The album opens with a work by Davis, "Snakes and Lattice", which, filled with noir-esque phrases, immediately draws the listener in. Dominated by fast melodic runs in unison, it's reminiscent of some of those late '50s works that refused to be cited as Third Stream but nonetheless contain all of the ingredients of modern classical fused with jazz. Swinging even without a rhythm section, per se, it bumps and careens deliciously as expansive harmonies take us along this roller-coaster ride through the dark.

And yet, it contrasts markedly with Laubrock's first piece on the album, the title cut, which speaks to the haunting sound of Erik Satie and the band of French modernists in his wake, Les Six. Davis lays the groundwork for this deep foray, with soprano saxophone emoting out front, equal parts vibrant and sinewy, foregoing the expected range of the horn. So tangible, so evocative is this sound, it conjures the score of a dramatic tragedy.

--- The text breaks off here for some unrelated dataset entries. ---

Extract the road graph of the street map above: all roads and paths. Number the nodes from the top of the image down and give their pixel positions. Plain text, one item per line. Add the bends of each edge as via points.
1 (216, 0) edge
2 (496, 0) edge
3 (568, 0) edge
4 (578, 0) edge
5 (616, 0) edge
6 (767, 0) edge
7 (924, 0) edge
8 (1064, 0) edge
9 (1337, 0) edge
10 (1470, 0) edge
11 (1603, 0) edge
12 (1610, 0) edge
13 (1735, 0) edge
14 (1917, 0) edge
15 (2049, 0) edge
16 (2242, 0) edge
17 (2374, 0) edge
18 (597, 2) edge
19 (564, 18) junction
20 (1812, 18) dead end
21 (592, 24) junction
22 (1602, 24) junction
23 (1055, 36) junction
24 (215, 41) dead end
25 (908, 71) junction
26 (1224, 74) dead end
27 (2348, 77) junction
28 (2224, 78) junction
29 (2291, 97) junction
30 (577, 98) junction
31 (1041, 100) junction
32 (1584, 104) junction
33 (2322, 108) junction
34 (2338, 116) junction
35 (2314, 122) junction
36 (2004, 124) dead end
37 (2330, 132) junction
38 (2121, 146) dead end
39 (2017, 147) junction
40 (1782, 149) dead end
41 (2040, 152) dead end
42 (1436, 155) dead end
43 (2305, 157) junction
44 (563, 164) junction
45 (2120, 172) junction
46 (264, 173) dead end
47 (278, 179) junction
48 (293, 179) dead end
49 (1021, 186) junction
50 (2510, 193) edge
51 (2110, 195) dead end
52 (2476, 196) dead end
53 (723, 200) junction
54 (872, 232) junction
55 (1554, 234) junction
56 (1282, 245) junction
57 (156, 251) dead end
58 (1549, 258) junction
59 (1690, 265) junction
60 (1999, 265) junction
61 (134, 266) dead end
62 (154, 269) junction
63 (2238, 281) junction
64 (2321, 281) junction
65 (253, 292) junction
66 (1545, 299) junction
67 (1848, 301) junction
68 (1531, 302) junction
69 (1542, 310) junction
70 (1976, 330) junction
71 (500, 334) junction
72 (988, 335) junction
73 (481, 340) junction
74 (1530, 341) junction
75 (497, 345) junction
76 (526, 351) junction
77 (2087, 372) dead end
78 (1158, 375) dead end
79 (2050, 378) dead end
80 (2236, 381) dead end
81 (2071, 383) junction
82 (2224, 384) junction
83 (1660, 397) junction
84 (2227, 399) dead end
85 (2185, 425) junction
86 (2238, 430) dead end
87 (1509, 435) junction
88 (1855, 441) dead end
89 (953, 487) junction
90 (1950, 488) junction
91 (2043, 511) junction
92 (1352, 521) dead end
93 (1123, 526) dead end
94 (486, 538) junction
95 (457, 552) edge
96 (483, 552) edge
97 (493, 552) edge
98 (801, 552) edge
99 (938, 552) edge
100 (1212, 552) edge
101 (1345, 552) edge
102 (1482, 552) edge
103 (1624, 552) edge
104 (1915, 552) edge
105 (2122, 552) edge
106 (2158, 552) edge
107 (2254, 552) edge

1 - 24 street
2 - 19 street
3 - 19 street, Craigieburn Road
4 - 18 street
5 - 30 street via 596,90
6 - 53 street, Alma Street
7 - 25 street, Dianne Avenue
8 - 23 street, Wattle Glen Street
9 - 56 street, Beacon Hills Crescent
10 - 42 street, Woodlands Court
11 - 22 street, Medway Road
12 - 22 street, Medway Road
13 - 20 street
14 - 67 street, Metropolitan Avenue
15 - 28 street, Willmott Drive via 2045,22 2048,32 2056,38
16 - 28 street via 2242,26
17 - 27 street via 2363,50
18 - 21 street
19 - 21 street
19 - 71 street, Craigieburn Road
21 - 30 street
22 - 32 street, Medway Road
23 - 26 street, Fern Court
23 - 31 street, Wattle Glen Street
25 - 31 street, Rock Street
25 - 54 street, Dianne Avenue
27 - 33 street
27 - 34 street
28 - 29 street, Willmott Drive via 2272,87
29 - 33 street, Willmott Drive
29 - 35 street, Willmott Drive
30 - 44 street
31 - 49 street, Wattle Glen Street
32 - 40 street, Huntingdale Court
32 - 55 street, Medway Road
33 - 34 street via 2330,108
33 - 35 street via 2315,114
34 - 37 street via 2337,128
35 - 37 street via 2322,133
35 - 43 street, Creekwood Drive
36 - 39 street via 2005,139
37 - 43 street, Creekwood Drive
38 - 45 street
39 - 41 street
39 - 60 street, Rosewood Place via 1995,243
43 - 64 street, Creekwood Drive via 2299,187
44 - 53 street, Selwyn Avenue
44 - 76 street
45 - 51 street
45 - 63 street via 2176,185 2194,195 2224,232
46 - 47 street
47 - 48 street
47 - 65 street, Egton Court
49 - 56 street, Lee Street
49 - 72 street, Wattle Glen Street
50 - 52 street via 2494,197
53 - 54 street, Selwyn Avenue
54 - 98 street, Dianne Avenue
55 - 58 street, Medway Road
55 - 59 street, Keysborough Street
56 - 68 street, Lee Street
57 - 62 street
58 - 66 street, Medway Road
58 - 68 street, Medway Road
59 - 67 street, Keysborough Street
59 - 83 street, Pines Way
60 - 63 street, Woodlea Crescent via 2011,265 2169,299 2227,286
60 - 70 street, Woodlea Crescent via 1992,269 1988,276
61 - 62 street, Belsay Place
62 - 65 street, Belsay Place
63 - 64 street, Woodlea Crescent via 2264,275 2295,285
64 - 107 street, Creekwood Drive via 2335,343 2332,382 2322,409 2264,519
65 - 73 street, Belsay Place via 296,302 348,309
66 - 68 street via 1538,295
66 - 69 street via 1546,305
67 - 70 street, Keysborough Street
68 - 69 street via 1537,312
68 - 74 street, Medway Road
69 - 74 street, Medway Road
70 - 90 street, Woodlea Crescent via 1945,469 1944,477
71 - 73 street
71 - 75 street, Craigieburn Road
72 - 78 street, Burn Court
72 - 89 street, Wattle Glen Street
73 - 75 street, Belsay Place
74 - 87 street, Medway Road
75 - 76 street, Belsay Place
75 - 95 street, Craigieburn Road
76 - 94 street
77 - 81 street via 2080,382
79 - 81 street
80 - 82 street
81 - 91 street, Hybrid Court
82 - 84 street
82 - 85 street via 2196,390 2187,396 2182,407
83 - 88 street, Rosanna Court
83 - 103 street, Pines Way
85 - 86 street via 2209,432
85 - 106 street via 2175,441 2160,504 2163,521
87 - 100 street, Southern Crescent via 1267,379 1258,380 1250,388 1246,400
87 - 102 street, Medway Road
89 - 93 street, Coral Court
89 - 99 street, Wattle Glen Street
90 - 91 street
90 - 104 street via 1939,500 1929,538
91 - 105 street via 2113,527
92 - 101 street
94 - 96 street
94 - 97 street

Later, the pair also indulge in casting soundscapes, taunting the very harmonics (is that Laubrock playing into the open piano, allowing the strings to vibrate sympathetically and intone on "Flying Embers"?) and patiently color the air about one's stereo speakers. Though both Davis and Laubrock are busy composers in their own right, they are first vital improvisers and several selections appear to be freely devised, credited jointly ("Gunweep" and "Elephant in the Room"). Within the whole, such works easily reflect where free jazz took on new music with a vengeance.